Él dice que las
personas que hacen reír a los demás, son las más tristes, sufren y se deprimen.
Como Charlie, lo invitan a fiestas y ágapes que no le importan un comino, a
excepción del champagne, el vino y la cerveza.
Lo elogiaban
desde que llegaba, hasta que se dormía en cualquier sillón, porque siempre tuvo
que hacer chistes complicados para los más inteligentes y bizarrías para los
tontos. Intercambiaban lugares todo el tiempo, el inteligente se reía sin pudor
de las bizarrías y al tonto no le alcanzaba el aire para largar la carcajada en
una vuelta inteligente.
Son títulos
nobiliarios, que nos concede la aristocracia tétrica, del insulto a Charlie,
que es tan elegante, que se vislumbra la billetera del pobre. Eso lo ignoran
todos, detesta la piedad y prefiere que no le paguen la alegría conferida a los
distraídos.
Los que llaman a
su puerta y jamás serán atendidos. Él está durmiendo al sol para cargar
energía, como le contaron que pasaba con las piedras. Hoy recibió una
invitación de alguien que creyó que era su amigo. No era así y lo avizoró.

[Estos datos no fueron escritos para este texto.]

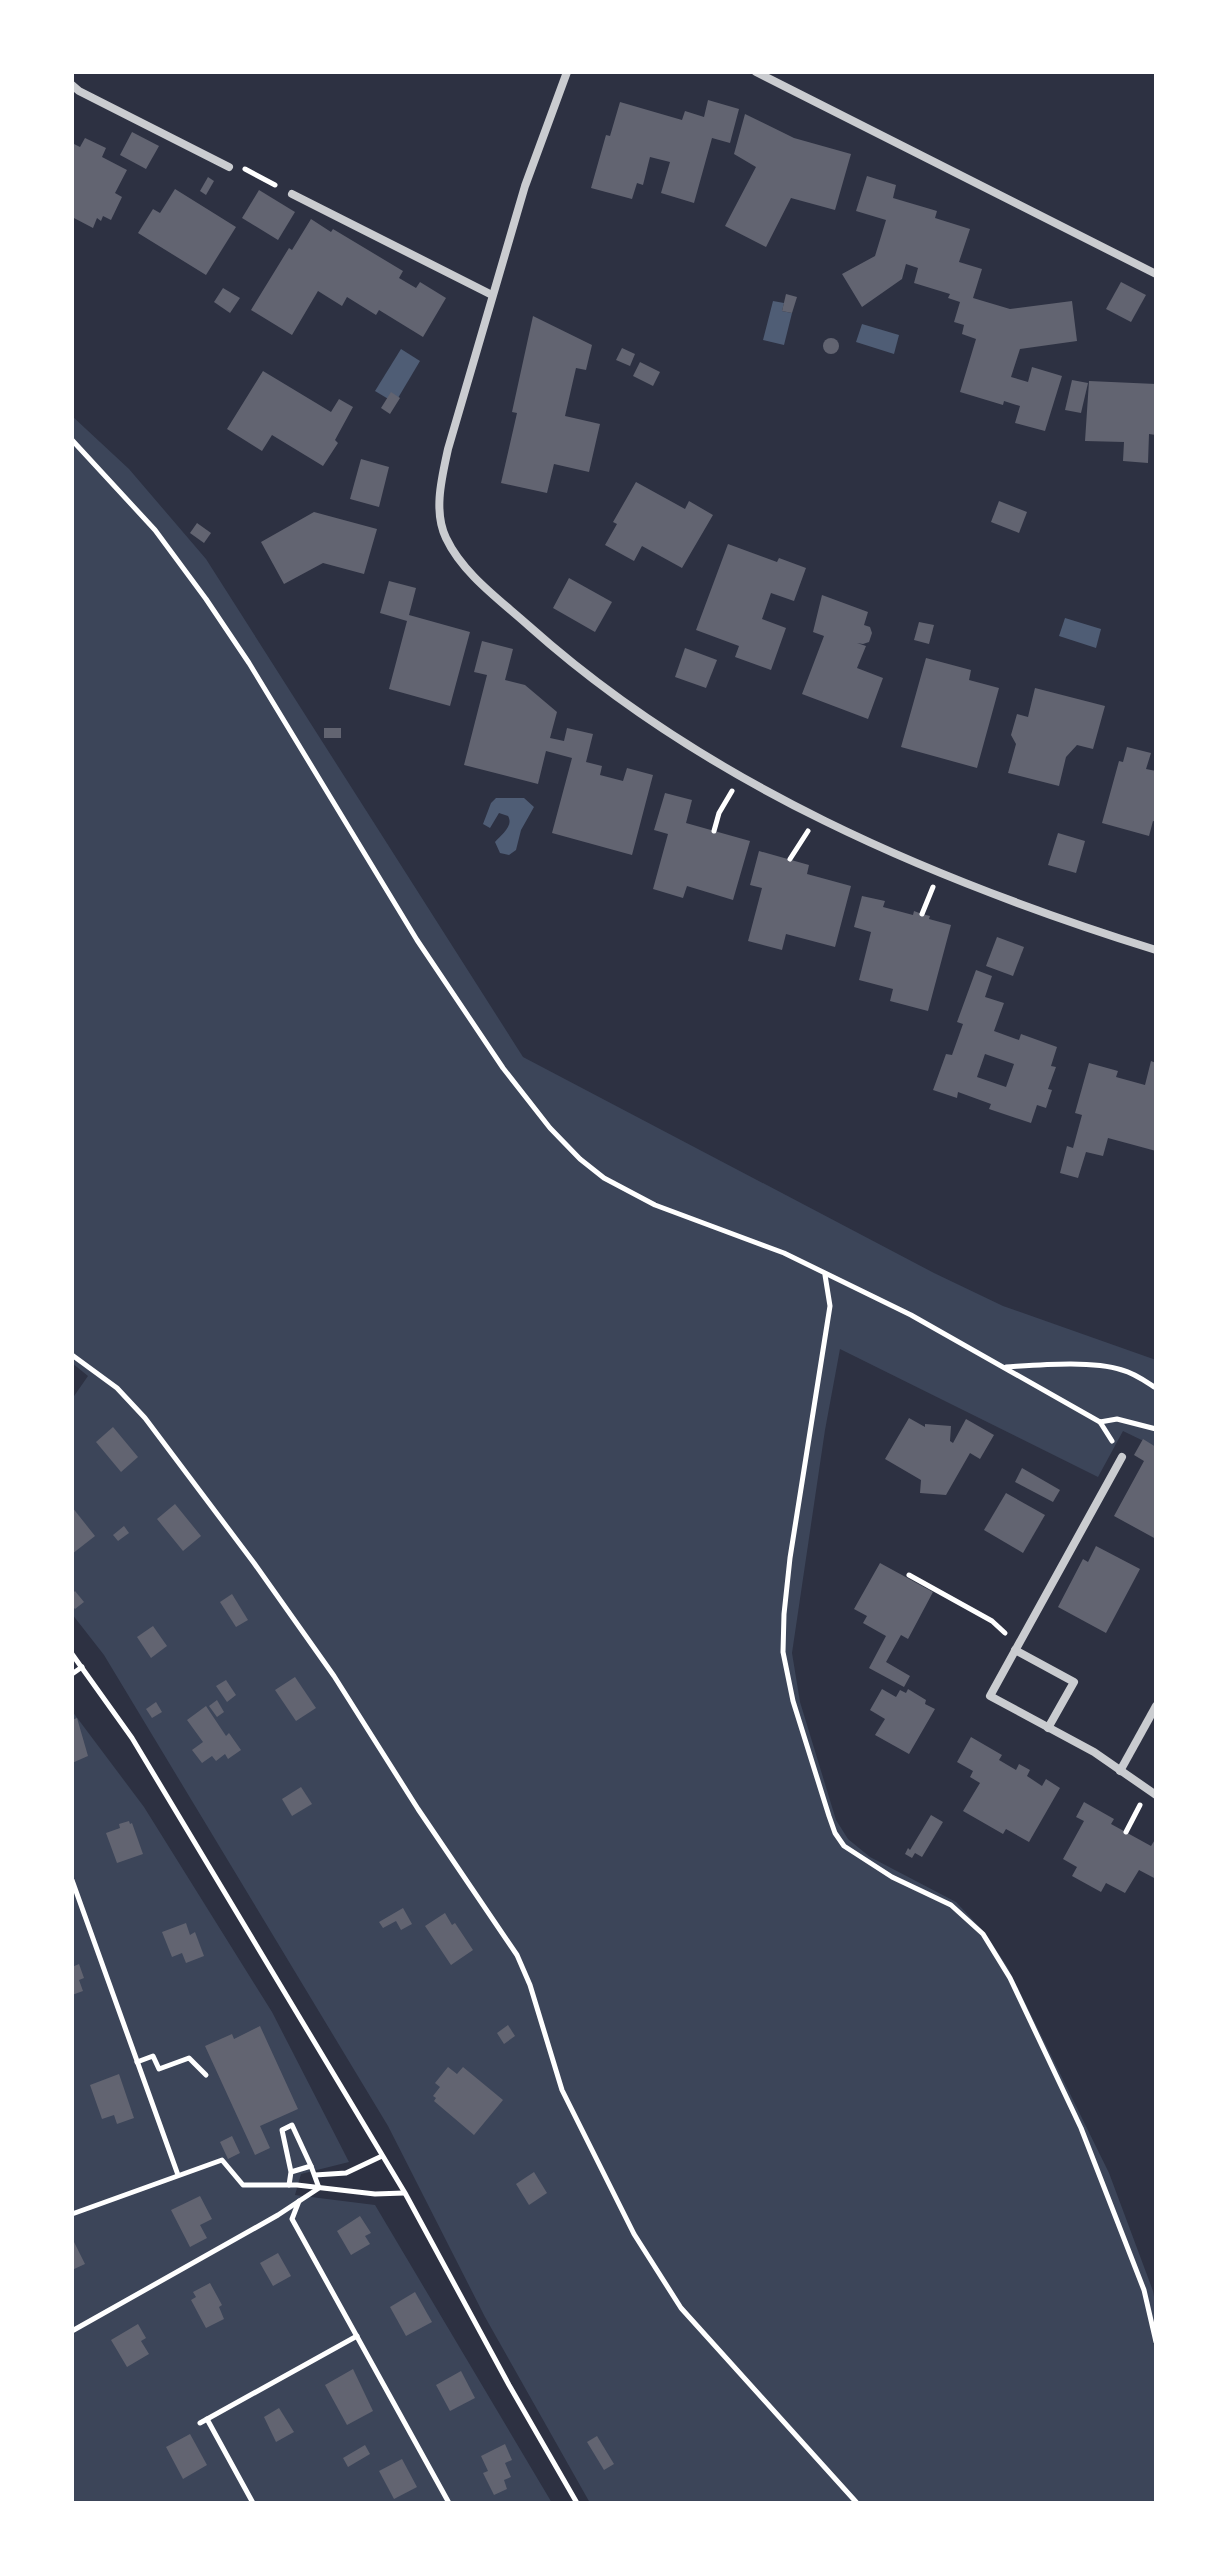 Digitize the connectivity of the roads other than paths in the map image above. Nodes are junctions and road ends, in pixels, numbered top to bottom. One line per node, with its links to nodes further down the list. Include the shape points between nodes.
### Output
1 (567, 72): 8 (street)
2 (756, 72): 3 (street)
3 (770, 75): 7 (street)
4 (72, 85): 5 (street)
5 (229, 167)
6 (292, 194): 8 (street)
7 (1156, 274)
8 (492, 295): 9 (street, via 441,483 445,536 459,561 550,644 625,702 741,776 817,817 971,885)
9 (1156, 950)
10 (1122, 1457): 11 (street)
11 (1016, 1648): 13 (street, via 1074,1682); 13 (street, via 990,1696)
12 (1156, 1706): 14 (street)
13 (1048, 1728): 14 (street)
14 (1120, 1771): 15 (street)
15 (1152, 1793)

Cuando llegó, estaban los mismos de siempre, el público. Le dieron un escalón para
que empezara con sus disparates hilarantes. Lo atendió la mujer de su amigo, con
sus enormes tetas, casi afuera del escote, le dio un abrazo fraternal, ella le
acarició con magia, el pito, que hacía mucho que no silbaba. Le arrancó la ropa
casi inexistente, a Charlie mismo le dio una risa, que puso seria a toda le
gente.
—Decime,
infeliz, ¿no sabías que esta zorra fue mi mujer?-Dijo Charlie-.
Robó una botella
de champagne y cruzó el jardín, displicente. Siguió riendo, se le caían
lágrimas, como si por fin pudiera brindar en su casa, consigo mismo.